Bidets use water to wash off all the waste on your butt without hurting your sensitive skin. It is a trendy personal hygiene device that can save or even eliminate the use of toilet paper. So, how much water does a bidet use? If bidets increase your water bill a lot, you may hesitate to give it a try.
Luckily, electric bidet seats only use about 0.11 gallons per session, and bidet sprayers use about 0.5 gallons per session. Considering it will cost 1.6 gallons of water for every toilet flush, the water wasted on bidets is trivial.
However, this conclusion is just a ballpark figure. The actual situation varies according to type and how you use it. You can find more information in the following sections.
How much water does a bidet use generally?
The magic of bidet lies in a splash of water, but it doesn’t use water as much as a toilet.
Previously, the toilet could cost up to 4 gallons of water per flush, but federal laws require all toilets manufactured in the United States to use no more than 1.6 gallons per flush now. In fact, many new toilets these days consume 1-gallon water per flush.
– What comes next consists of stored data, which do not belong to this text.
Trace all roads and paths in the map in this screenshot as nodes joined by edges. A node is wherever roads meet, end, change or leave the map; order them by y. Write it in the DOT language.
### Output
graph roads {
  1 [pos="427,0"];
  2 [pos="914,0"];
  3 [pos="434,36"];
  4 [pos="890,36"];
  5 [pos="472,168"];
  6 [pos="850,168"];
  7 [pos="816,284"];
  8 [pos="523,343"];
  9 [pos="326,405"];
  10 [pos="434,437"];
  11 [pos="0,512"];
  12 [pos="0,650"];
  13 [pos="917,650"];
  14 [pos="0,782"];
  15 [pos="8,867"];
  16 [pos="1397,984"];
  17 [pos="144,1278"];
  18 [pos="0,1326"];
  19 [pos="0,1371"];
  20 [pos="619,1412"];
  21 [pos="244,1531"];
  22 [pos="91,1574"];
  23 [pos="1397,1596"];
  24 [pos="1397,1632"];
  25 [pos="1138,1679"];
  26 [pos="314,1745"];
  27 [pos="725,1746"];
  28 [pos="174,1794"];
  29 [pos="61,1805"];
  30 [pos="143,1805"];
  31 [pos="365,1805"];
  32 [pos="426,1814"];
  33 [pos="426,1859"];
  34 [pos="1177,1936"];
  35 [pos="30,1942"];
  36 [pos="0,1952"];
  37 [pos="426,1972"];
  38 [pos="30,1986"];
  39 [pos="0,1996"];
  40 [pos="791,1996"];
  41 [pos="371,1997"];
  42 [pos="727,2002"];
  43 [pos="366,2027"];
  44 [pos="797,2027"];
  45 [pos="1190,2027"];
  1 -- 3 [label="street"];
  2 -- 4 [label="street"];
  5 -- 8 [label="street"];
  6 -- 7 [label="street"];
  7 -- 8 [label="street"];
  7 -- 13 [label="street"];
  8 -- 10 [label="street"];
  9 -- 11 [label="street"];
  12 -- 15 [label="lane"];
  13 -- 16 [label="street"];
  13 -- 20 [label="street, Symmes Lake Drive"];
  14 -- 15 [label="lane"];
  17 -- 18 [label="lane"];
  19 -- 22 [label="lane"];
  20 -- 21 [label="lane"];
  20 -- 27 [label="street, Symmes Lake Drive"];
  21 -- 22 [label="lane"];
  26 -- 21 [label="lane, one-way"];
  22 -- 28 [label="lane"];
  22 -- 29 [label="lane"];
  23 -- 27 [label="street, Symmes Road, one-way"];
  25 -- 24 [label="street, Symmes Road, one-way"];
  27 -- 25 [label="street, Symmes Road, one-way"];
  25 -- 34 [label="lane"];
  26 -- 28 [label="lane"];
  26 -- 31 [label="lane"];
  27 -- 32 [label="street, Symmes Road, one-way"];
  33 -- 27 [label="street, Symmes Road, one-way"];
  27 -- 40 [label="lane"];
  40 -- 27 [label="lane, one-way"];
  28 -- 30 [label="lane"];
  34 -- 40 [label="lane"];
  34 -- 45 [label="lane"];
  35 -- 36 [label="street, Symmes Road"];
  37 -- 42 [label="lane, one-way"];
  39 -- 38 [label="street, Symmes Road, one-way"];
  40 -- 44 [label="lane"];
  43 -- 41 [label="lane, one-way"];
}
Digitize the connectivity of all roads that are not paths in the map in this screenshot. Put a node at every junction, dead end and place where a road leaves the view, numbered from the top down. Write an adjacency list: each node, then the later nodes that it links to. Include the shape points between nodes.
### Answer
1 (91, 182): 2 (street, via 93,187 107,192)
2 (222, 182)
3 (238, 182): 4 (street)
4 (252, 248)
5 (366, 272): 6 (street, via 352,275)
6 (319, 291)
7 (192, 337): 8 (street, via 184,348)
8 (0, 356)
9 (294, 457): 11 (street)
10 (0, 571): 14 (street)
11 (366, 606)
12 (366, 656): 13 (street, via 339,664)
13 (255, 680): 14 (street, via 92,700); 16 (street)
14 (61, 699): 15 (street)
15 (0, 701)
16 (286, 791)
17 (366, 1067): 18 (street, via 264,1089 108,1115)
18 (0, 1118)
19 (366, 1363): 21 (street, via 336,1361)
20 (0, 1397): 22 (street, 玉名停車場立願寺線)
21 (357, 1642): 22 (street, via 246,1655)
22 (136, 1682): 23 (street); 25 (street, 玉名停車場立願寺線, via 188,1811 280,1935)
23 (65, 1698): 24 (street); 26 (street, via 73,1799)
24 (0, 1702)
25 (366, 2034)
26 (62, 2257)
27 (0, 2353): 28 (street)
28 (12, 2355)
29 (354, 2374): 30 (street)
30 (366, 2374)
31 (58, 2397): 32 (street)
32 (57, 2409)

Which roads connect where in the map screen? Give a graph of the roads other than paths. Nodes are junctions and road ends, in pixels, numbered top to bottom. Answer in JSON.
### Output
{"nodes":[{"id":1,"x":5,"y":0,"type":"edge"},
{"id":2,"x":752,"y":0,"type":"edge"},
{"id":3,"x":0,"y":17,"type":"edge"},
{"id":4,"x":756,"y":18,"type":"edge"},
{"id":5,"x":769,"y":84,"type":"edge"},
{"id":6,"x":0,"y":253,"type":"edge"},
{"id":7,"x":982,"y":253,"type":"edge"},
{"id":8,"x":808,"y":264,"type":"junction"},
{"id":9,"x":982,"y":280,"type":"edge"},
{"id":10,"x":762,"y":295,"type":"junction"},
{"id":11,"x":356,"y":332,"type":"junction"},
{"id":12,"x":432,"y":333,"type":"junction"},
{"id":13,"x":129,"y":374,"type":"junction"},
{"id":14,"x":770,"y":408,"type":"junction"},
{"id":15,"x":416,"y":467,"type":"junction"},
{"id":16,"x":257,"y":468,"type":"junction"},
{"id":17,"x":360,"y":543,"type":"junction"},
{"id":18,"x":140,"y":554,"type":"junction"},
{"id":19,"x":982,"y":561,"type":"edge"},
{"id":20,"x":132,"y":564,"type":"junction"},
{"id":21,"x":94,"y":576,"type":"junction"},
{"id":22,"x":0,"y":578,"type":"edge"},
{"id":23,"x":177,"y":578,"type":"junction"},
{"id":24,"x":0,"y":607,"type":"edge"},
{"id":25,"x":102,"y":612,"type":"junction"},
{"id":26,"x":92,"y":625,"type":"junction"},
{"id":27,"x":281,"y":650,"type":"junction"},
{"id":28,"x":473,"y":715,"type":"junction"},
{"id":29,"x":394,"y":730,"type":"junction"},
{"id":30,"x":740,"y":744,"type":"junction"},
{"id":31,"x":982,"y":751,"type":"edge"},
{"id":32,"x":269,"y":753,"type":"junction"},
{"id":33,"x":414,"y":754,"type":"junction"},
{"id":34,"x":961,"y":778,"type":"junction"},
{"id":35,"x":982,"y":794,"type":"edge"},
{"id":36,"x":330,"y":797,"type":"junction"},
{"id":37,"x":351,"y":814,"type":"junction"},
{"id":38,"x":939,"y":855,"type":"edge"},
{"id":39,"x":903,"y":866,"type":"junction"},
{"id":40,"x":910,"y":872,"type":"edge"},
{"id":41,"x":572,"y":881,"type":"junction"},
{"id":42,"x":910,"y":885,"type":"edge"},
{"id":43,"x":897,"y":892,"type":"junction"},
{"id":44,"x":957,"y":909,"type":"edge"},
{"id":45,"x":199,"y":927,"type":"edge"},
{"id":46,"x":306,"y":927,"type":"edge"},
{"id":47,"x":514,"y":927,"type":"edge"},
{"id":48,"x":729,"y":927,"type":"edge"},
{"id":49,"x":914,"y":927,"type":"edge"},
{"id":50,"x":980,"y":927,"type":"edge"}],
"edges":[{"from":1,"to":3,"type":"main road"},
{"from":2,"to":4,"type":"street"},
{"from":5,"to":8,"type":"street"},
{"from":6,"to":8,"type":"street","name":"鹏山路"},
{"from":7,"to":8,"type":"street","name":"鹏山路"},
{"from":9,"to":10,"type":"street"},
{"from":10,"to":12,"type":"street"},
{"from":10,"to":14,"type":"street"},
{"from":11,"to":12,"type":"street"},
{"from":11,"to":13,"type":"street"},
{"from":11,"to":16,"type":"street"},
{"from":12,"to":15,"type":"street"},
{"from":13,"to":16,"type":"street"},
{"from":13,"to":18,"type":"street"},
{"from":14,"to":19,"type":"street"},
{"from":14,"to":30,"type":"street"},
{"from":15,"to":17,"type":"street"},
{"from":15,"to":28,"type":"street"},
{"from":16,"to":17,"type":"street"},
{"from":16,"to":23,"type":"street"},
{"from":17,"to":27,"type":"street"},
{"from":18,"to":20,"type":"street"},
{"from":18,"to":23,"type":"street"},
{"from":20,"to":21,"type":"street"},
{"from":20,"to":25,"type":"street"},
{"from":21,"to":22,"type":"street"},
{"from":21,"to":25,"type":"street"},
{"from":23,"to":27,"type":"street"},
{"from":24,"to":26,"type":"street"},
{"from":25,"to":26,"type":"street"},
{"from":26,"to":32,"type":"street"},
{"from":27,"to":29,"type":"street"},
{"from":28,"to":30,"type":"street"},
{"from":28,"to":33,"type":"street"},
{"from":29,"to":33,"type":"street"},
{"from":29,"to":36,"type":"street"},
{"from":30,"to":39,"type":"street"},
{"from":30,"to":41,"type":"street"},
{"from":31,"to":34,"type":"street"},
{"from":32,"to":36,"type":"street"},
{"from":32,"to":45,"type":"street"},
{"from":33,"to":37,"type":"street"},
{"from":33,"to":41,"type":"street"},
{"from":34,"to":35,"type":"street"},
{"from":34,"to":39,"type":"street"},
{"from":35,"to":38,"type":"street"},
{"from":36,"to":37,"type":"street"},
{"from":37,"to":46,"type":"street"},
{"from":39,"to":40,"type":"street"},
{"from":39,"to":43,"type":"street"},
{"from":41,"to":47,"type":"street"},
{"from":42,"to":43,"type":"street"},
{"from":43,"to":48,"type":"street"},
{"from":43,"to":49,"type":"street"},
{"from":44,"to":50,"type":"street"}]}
The water stream propping out from a bidet is much narrow. The average water consumption is about 0.11 to 0.5 gallons per session. Assume you or your family use it 10 times a day, and it will use 33 to 150 gallons per month.
So using a bidet doesn’t increase much on your water bill. It will cut down the majority of usage on TP and only grow a bit on the water bill, allowing you to save more money in the end.
Another thing worth mentioning is that many people using TP like to flush toilet multiple times to prevent potential cloggings. If it is the case, you can even reduce the water usage because using a bidet will not clog your toilet.
Which type of bidet uses the least water?
Electric bidet seats use the least water. These units don’t make use of the water pressure from pipes. Instead, it provides steady water pressure through its internal motor, which is lower than the pressure in the household plumbing system. These water streams are soft and narrow.
But it is doesn’t compromise when it comes to effectiveness. It has different spray modes to cater to your different needs, and many models use aerated bubble infusion technology to help propel the water to your butt.
Hence, an electric bidet seat only uses 0.08 to 0.11 gallons per session.
Bidet attachments and handheld bidet sprayers run on pure water pressure. Accordingly, they tend to have higher water pressure and flow rate.
I always advise you to start from the lowest setting to prevent any damage to your skin. Sometimes, even the lowerest pressure setting is good enough for you.
When I check the flow rate of these non-electric units, I find that the flow rate of many handheld bidets is about 2 gallons per minute. Since we don’t use the maximum water pressure and the average time of each session is about 20 to 30 seconds. The water consumption would be 0.5 gallons per session.
I don’t find any data about attachments, but it could be similar to these handheld units.
Electric bidet seats are way more expensive than non-electric bidets, but they can save more water.
How to make a bidet use less water?
The way you use the bidet will affect how much water a bidet uses. There are a few ways to use less water.
Change session time according to your condition
If you have a bidet attachment or a handheld bidet sprayer, you can control the session time as you want.
For example, you can cut down the session time when you have a clean bowel movement. Learn to trust your bidet. It could get you squeakily clean within a short time.
Find the proper water pressure
Many people hesitate to turn to an electric bidet because they have already gotten used to the high water pressure their non-electric models provide.
However, you may not need such high pressure to make yourself clean. To decrease water pressure, it may not only save more water but protect your sensitive area further.
Choose an electric bidet seat
This is the ultimate way to control water consumption. Powered by electricity, these devices have an array of ways to improve cleaning efficiency, such as changing the spray stream width or using aerated bubble infusion technology.
Bidet doesn’t use a lot of water. Electric bidet seats only use 0.11 gallons of water per session. Compared to the toilet’s water usage, it doesn’t show up much on your water bill.
Non-electric units could use more water because the water pressure is high without any extra help from technologies. The water consumption could be 0.5 gallons per session.
Anyway, using a bidet could not increase your water bill much, and it is a better device for the environment and your money.